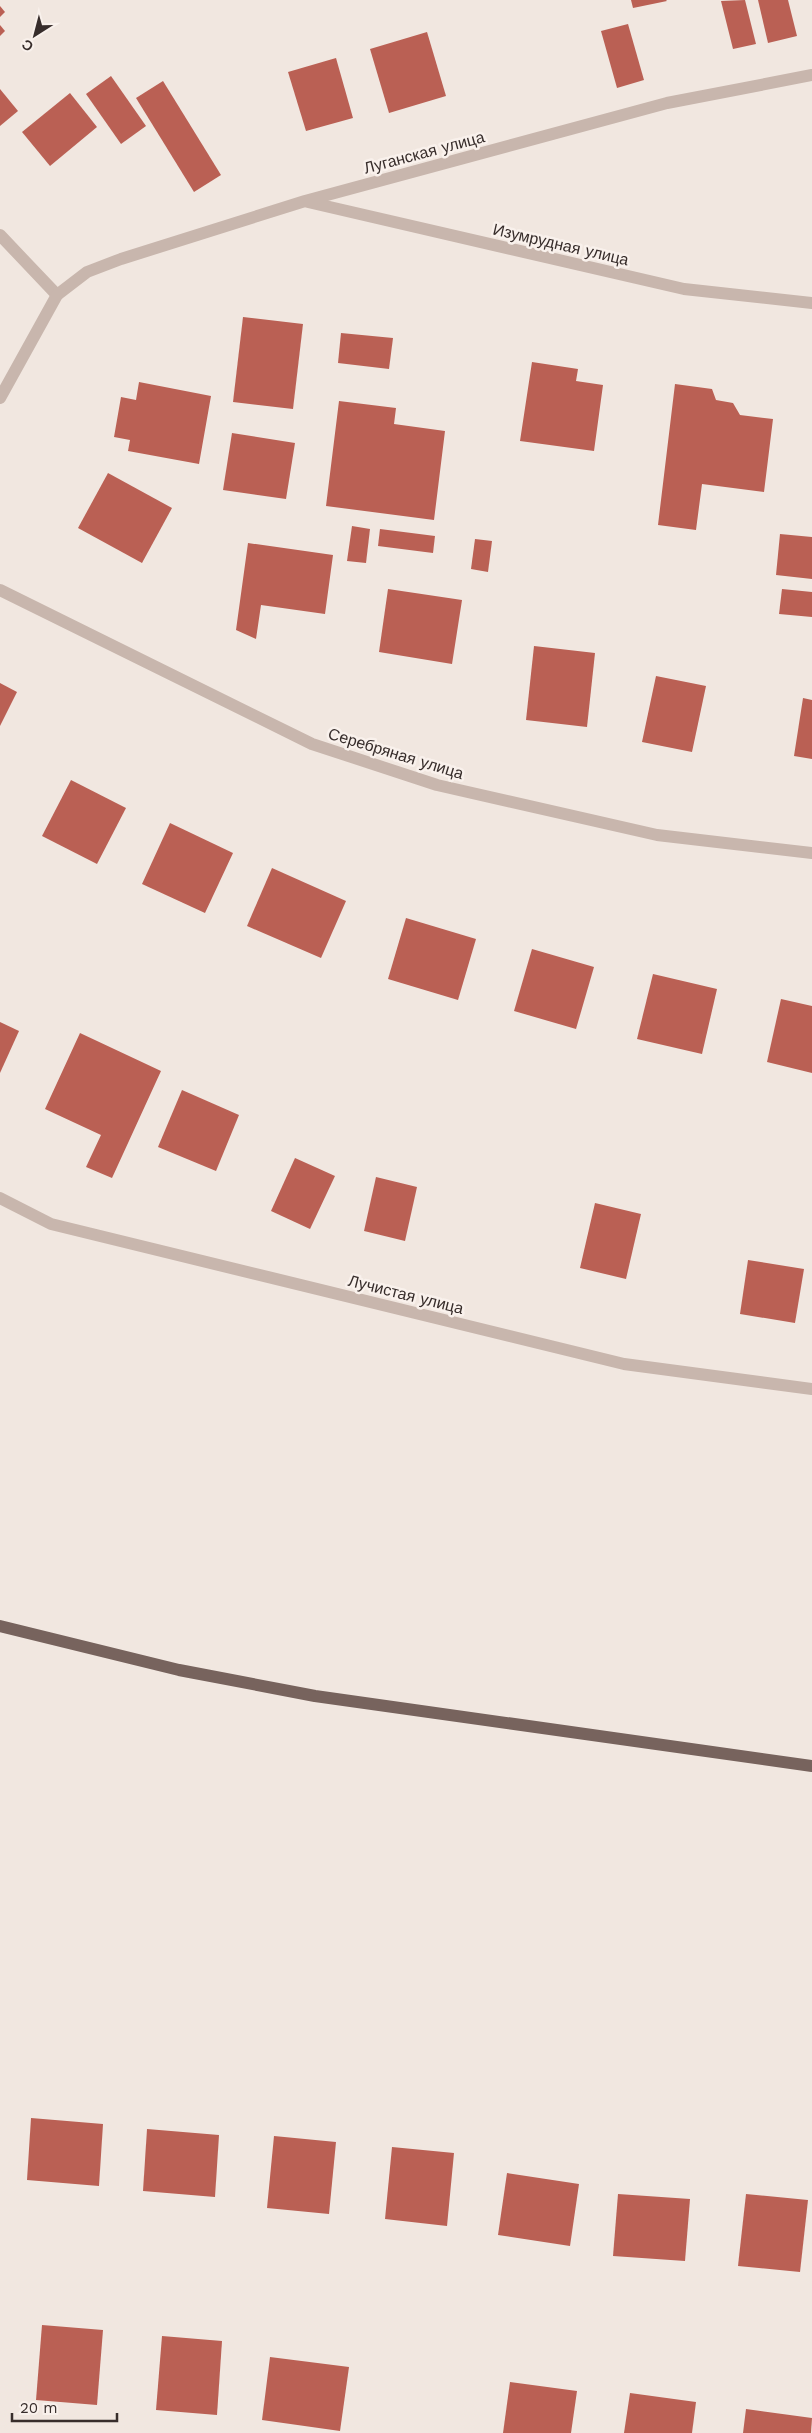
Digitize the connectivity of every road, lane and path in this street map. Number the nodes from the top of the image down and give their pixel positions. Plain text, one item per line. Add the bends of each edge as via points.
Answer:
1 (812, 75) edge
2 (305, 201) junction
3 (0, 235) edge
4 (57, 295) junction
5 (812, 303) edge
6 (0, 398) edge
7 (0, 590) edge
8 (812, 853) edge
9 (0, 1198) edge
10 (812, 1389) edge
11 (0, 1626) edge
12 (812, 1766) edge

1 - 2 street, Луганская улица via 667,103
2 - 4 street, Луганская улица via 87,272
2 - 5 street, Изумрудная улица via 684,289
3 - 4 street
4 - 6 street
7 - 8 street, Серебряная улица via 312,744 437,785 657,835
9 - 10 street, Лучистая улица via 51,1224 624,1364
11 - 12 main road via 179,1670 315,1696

* * *

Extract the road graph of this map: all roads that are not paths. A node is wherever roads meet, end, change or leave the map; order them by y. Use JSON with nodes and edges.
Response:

*Required work*:
Select every line in the records above that contains the word "this".

*Exercise answer*:
Digitize the connectivity of every road, lane and path in this street map. Number the nodes from the top of the image down and give their pixel positions. Plain text, one item per line. Add the bends of each edge as via points.
Extract the road graph of this map: all roads that are not paths. A node is wherever roads meet, end, change or leave the map; order them by y. Use JSON with nodes and edges.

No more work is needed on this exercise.